Required work: Word for word and without images, reproduce the listing that follows.

Exercise data:

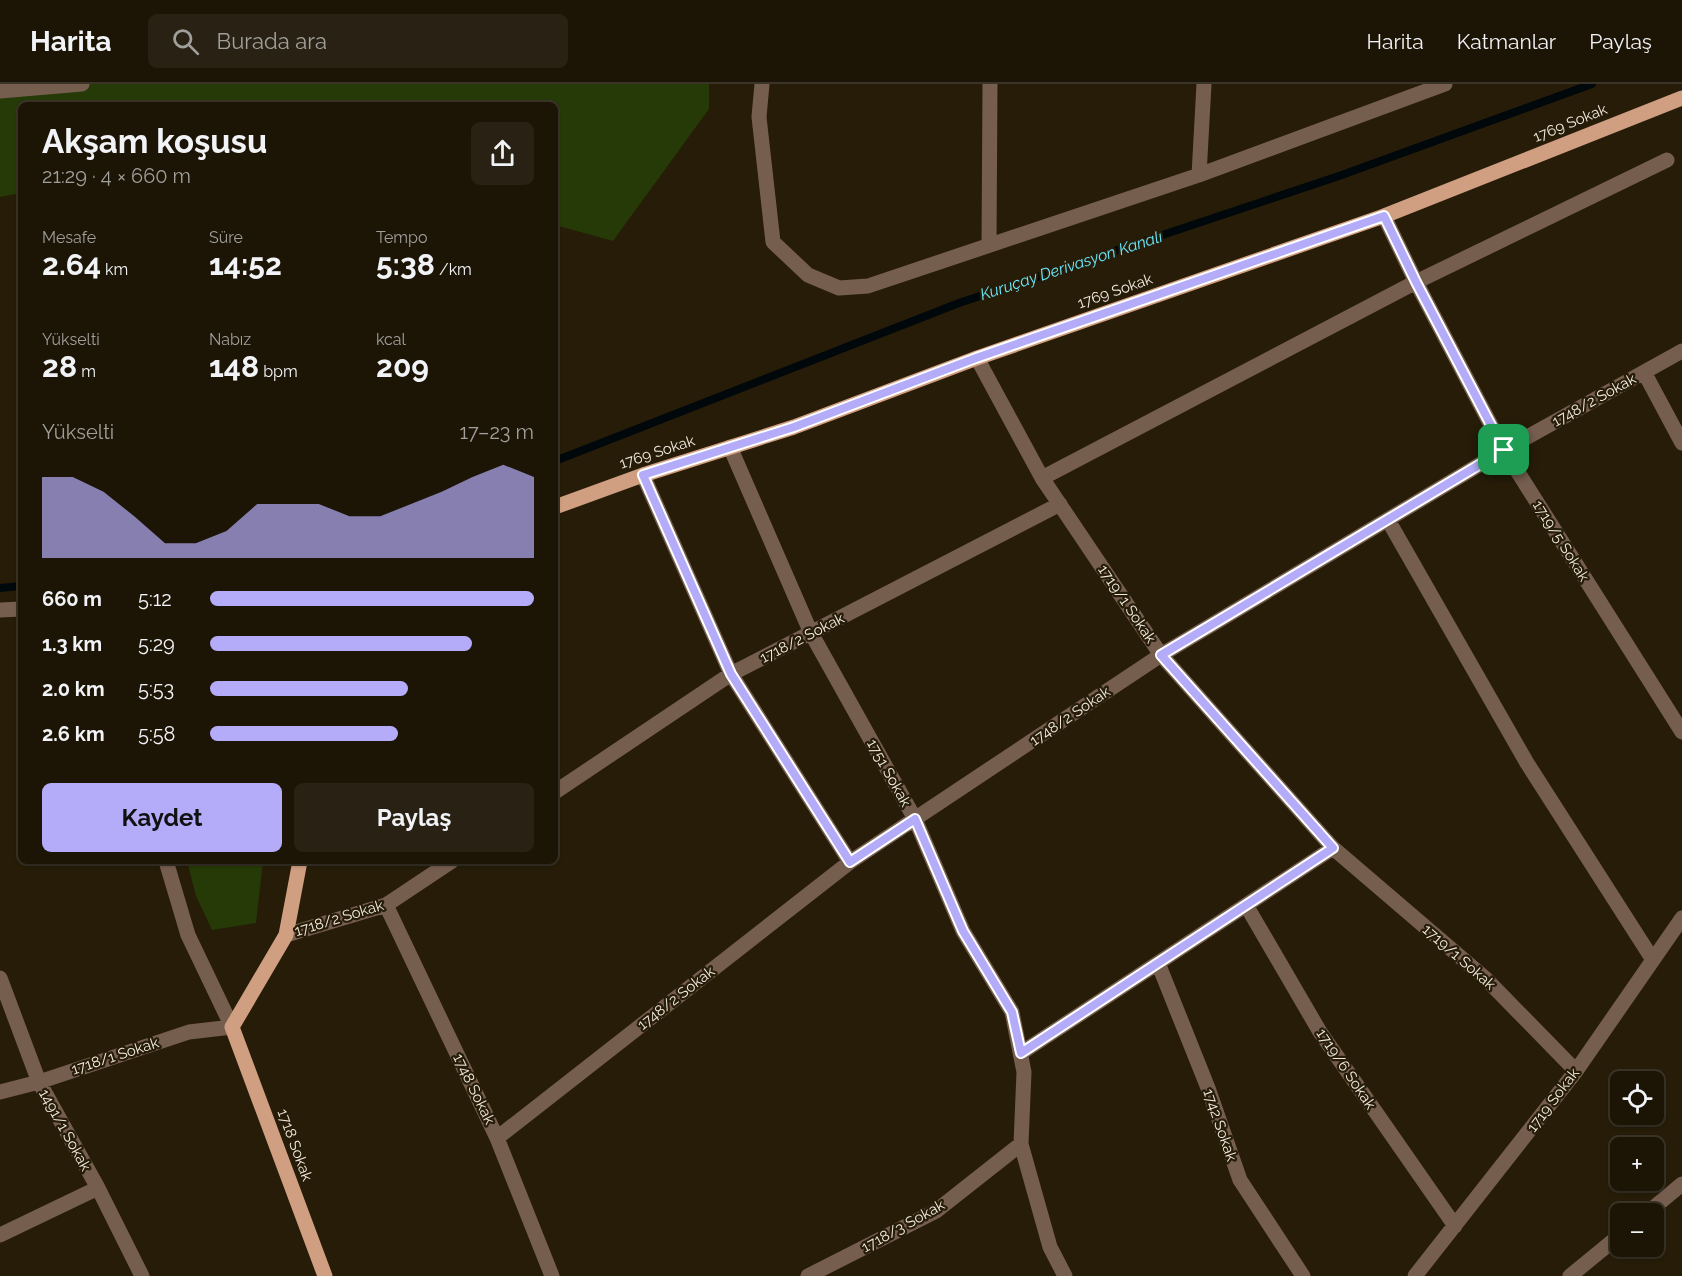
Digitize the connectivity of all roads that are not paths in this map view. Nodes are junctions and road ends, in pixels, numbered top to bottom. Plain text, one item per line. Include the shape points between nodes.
1 (82, 84) edge
2 (762, 84) edge
3 (990, 84) edge
4 (1204, 84) edge
5 (1444, 84) edge
6 (0, 91) edge
7 (1682, 98) edge
8 (1667, 160) dead end
9 (1199, 175) junction
10 (1384, 216) junction
11 (989, 245) junction
12 (1416, 282) junction
13 (1682, 351) edge
14 (976, 358) junction
15 (1644, 372) junction
16 (1682, 443) edge
17 (730, 447) junction
18 (1504, 450) junction
19 (643, 475) junction
20 (1042, 478) junction
21 (1060, 504) junction
22 (558, 506) edge
23 (1388, 520) junction
24 (18, 609) edge
25 (0, 610) edge
26 (811, 633) junction
27 (1161, 655) junction
28 (731, 674) junction
29 (1682, 732) edge
30 (558, 790) edge
31 (915, 819) junction
32 (1333, 848) junction
33 (850, 862) junction
34 (167, 864) edge
35 (299, 864) edge
36 (448, 864) edge
37 (386, 905) junction
38 (1246, 905) junction
39 (1682, 918) edge
40 (286, 935) junction
41 (1653, 960) junction
42 (1158, 963) junction
43 (0, 978) edge
44 (232, 1027) junction
45 (1021, 1053) junction
46 (1576, 1071) junction
47 (39, 1082) junction
48 (0, 1092) edge
49 (497, 1138) junction
50 (1021, 1144) junction
51 (1682, 1184) edge
52 (98, 1188) junction
53 (1659, 1203) edge
54 (1455, 1226) junction
55 (0, 1235) edge
56 (1610, 1243) edge
57 (1422, 1273) edge
58 (142, 1276) edge
59 (325, 1276) edge
60 (552, 1276) edge
61 (808, 1276) edge
62 (1065, 1276) edge
63 (1303, 1276) edge
64 (1570, 1276) edge

1 - 6 street
2 - 11 street via 759,117 773,242 808,275 839,288 868,286
3 - 11 street
4 - 9 street
5 - 9 street
7 - 10 main road, 1769 Sokak
8 - 12 street
9 - 11 street
10 - 12 street, 1719/5 Sokak
10 - 14 main road, 1769 Sokak
12 - 18 street, 1719/5 Sokak
12 - 20 street
13 - 15 street, 1748/2 Sokak
14 - 17 main road, 1769 Sokak
14 - 20 street, 1719/1 Sokak
15 - 16 street
15 - 18 street, 1748/2 Sokak
17 - 19 main road, 1769 Sokak
17 - 26 street, 1751 Sokak
18 - 23 street, 1748/2 Sokak
18 - 29 street, 1719/5 Sokak
19 - 22 main road, 1769 Sokak
19 - 28 street
20 - 21 street, 1719/1 Sokak
21 - 26 street, 1718/2 Sokak
21 - 27 street, 1719/1 Sokak
23 - 27 street, 1748/2 Sokak
23 - 41 street via 1527,763
24 - 25 street
26 - 28 street, 1718/2 Sokak
26 - 31 street, 1751 Sokak
27 - 31 street, 1748/2 Sokak
27 - 32 street, 1719/1 Sokak
28 - 30 street, 1718/2 Sokak
28 - 33 street
31 - 33 street, 1748/2 Sokak
31 - 45 street, 1751 Sokak via 963,931 1012,1012
32 - 38 street
32 - 46 street, 1719/1 Sokak via 1486,979
33 - 49 street, 1748/2 Sokak
34 - 44 street, 1718 Sokak via 188,935
35 - 40 main road
36 - 37 street, 1718/2 Sokak
37 - 40 street, 1718/2 Sokak
37 - 49 street, 1748 Sokak
38 - 42 street
38 - 54 street, 1719/6 Sokak via 1320,1032
39 - 41 street, 1719 Sokak
40 - 44 main road
41 - 46 street, 1719 Sokak
42 - 45 street
42 - 63 street, 1742 Sokak via 1240,1180
43 - 47 street, 1491/1 Sokak
44 - 47 street, 1718/1 Sokak via 189,1032
44 - 59 main road, 1718 Sokak
45 - 50 street, 1751 Sokak
46 - 54 street, 1719 Sokak
47 - 48 street, 1718/1 Sokak
47 - 52 street, 1491/1 Sokak
49 - 60 street, 1748 Sokak
50 - 61 street, 1718/3 Sokak via 936,1211
50 - 62 street, 1751 Sokak via 1050,1247
51 - 53 street
52 - 55 street
52 - 58 street, 1491/1 Sokak
54 - 57 street, 1719 Sokak
56 - 64 street

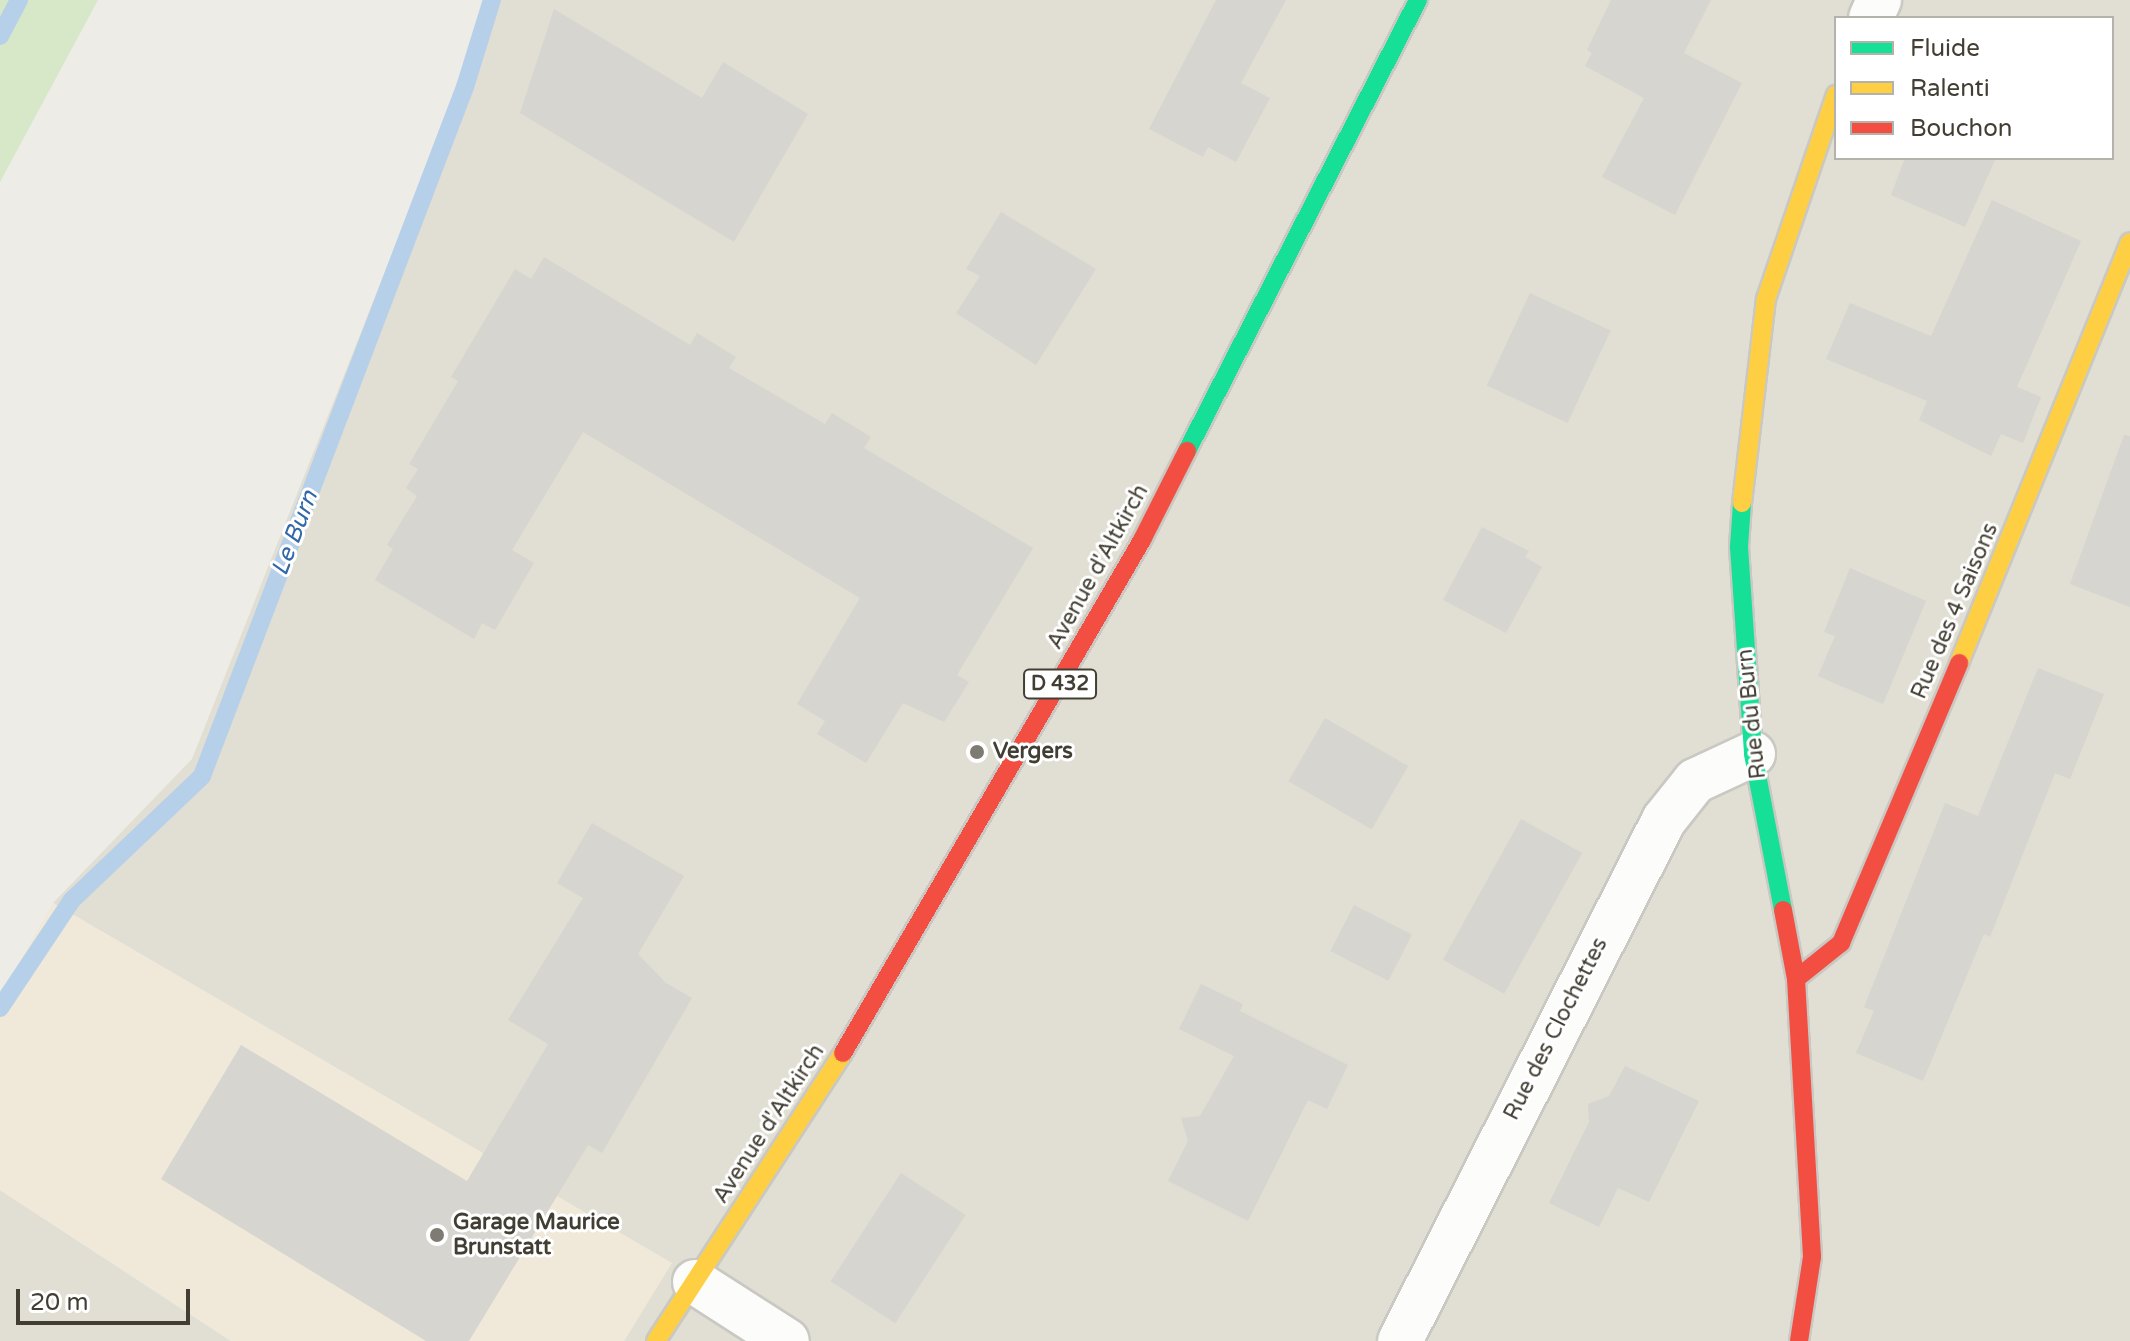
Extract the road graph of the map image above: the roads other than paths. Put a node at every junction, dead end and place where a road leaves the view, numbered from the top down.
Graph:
1 (1418, 0) edge
2 (1834, 101) edge
3 (2130, 242) edge
4 (1753, 754) junction
5 (1796, 979) junction
6 (695, 1282) junction
7 (656, 1341) edge
8 (787, 1341) edge
9 (1400, 1341) edge
10 (1799, 1341) edge

1 - 6 street, Avenue d'Altkirch / D 432
2 - 4 street, Rue du Burn
3 - 5 street, Rue des 4 Saisons
4 - 5 street, Rue du Burn
4 - 9 street, Rue des Clochettes
5 - 10 street, Rue du Burn
6 - 7 street, Avenue d'Altkirch / D 432
6 - 8 street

Answer space:
Digitize the connectivity of all roads that are not paths in this map view. Nodes are junctions and road ends, in pixels, numbered top to bottom. Plain text, one item per line. Include the shape points between nodes.
1 (82, 84) edge
2 (762, 84) edge
3 (990, 84) edge
4 (1204, 84) edge
5 (1444, 84) edge
6 (0, 91) edge
7 (1682, 98) edge
8 (1667, 160) dead end
9 (1199, 175) junction
10 (1384, 216) junction
11 (989, 245) junction
12 (1416, 282) junction
13 (1682, 351) edge
14 (976, 358) junction
15 (1644, 372) junction
16 (1682, 443) edge
17 (730, 447) junction
18 (1504, 450) junction
19 (643, 475) junction
20 (1042, 478) junction
21 (1060, 504) junction
22 (558, 506) edge
23 (1388, 520) junction
24 (18, 609) edge
25 (0, 610) edge
26 (811, 633) junction
27 (1161, 655) junction
28 (731, 674) junction
29 (1682, 732) edge
30 (558, 790) edge
31 (915, 819) junction
32 (1333, 848) junction
33 (850, 862) junction
34 (167, 864) edge
35 (299, 864) edge
36 (448, 864) edge
37 (386, 905) junction
38 (1246, 905) junction
39 (1682, 918) edge
40 (286, 935) junction
41 (1653, 960) junction
42 (1158, 963) junction
43 (0, 978) edge
44 (232, 1027) junction
45 (1021, 1053) junction
46 (1576, 1071) junction
47 (39, 1082) junction
48 (0, 1092) edge
49 (497, 1138) junction
50 (1021, 1144) junction
51 (1682, 1184) edge
52 (98, 1188) junction
53 (1659, 1203) edge
54 (1455, 1226) junction
55 (0, 1235) edge
56 (1610, 1243) edge
57 (1422, 1273) edge
58 (142, 1276) edge
59 (325, 1276) edge
60 (552, 1276) edge
61 (808, 1276) edge
62 (1065, 1276) edge
63 (1303, 1276) edge
64 (1570, 1276) edge

1 - 6 street
2 - 11 street via 759,117 773,242 808,275 839,288 868,286
3 - 11 street
4 - 9 street
5 - 9 street
7 - 10 main road, 1769 Sokak
8 - 12 street
9 - 11 street
10 - 12 street, 1719/5 Sokak
10 - 14 main road, 1769 Sokak
12 - 18 street, 1719/5 Sokak
12 - 20 street
13 - 15 street, 1748/2 Sokak
14 - 17 main road, 1769 Sokak
14 - 20 street, 1719/1 Sokak
15 - 16 street
15 - 18 street, 1748/2 Sokak
17 - 19 main road, 1769 Sokak
17 - 26 street, 1751 Sokak
18 - 23 street, 1748/2 Sokak
18 - 29 street, 1719/5 Sokak
19 - 22 main road, 1769 Sokak
19 - 28 street
20 - 21 street, 1719/1 Sokak
21 - 26 street, 1718/2 Sokak
21 - 27 street, 1719/1 Sokak
23 - 27 street, 1748/2 Sokak
23 - 41 street via 1527,763
24 - 25 street
26 - 28 street, 1718/2 Sokak
26 - 31 street, 1751 Sokak
27 - 31 street, 1748/2 Sokak
27 - 32 street, 1719/1 Sokak
28 - 30 street, 1718/2 Sokak
28 - 33 street
31 - 33 street, 1748/2 Sokak
31 - 45 street, 1751 Sokak via 963,931 1012,1012
32 - 38 street
32 - 46 street, 1719/1 Sokak via 1486,979
33 - 49 street, 1748/2 Sokak
34 - 44 street, 1718 Sokak via 188,935
35 - 40 main road
36 - 37 street, 1718/2 Sokak
37 - 40 street, 1718/2 Sokak
37 - 49 street, 1748 Sokak
38 - 42 street
38 - 54 street, 1719/6 Sokak via 1320,1032
39 - 41 street, 1719 Sokak
40 - 44 main road
41 - 46 street, 1719 Sokak
42 - 45 street
42 - 63 street, 1742 Sokak via 1240,1180
43 - 47 street, 1491/1 Sokak
44 - 47 street, 1718/1 Sokak via 189,1032
44 - 59 main road, 1718 Sokak
45 - 50 street, 1751 Sokak
46 - 54 street, 1719 Sokak
47 - 48 street, 1718/1 Sokak
47 - 52 street, 1491/1 Sokak
49 - 60 street, 1748 Sokak
50 - 61 street, 1718/3 Sokak via 936,1211
50 - 62 street, 1751 Sokak via 1050,1247
51 - 53 street
52 - 55 street
52 - 58 street, 1491/1 Sokak
54 - 57 street, 1719 Sokak
56 - 64 street

Extract the road graph of the map image above: the roads other than paths. Put a node at every junction, dead end and place where a road leaves the view, numbered from the top down.
Graph:
1 (1418, 0) edge
2 (1834, 101) edge
3 (2130, 242) edge
4 (1753, 754) junction
5 (1796, 979) junction
6 (695, 1282) junction
7 (656, 1341) edge
8 (787, 1341) edge
9 (1400, 1341) edge
10 (1799, 1341) edge

1 - 6 street, Avenue d'Altkirch / D 432
2 - 4 street, Rue du Burn
3 - 5 street, Rue des 4 Saisons
4 - 5 street, Rue du Burn
4 - 9 street, Rue des Clochettes
5 - 10 street, Rue du Burn
6 - 7 street, Avenue d'Altkirch / D 432
6 - 8 street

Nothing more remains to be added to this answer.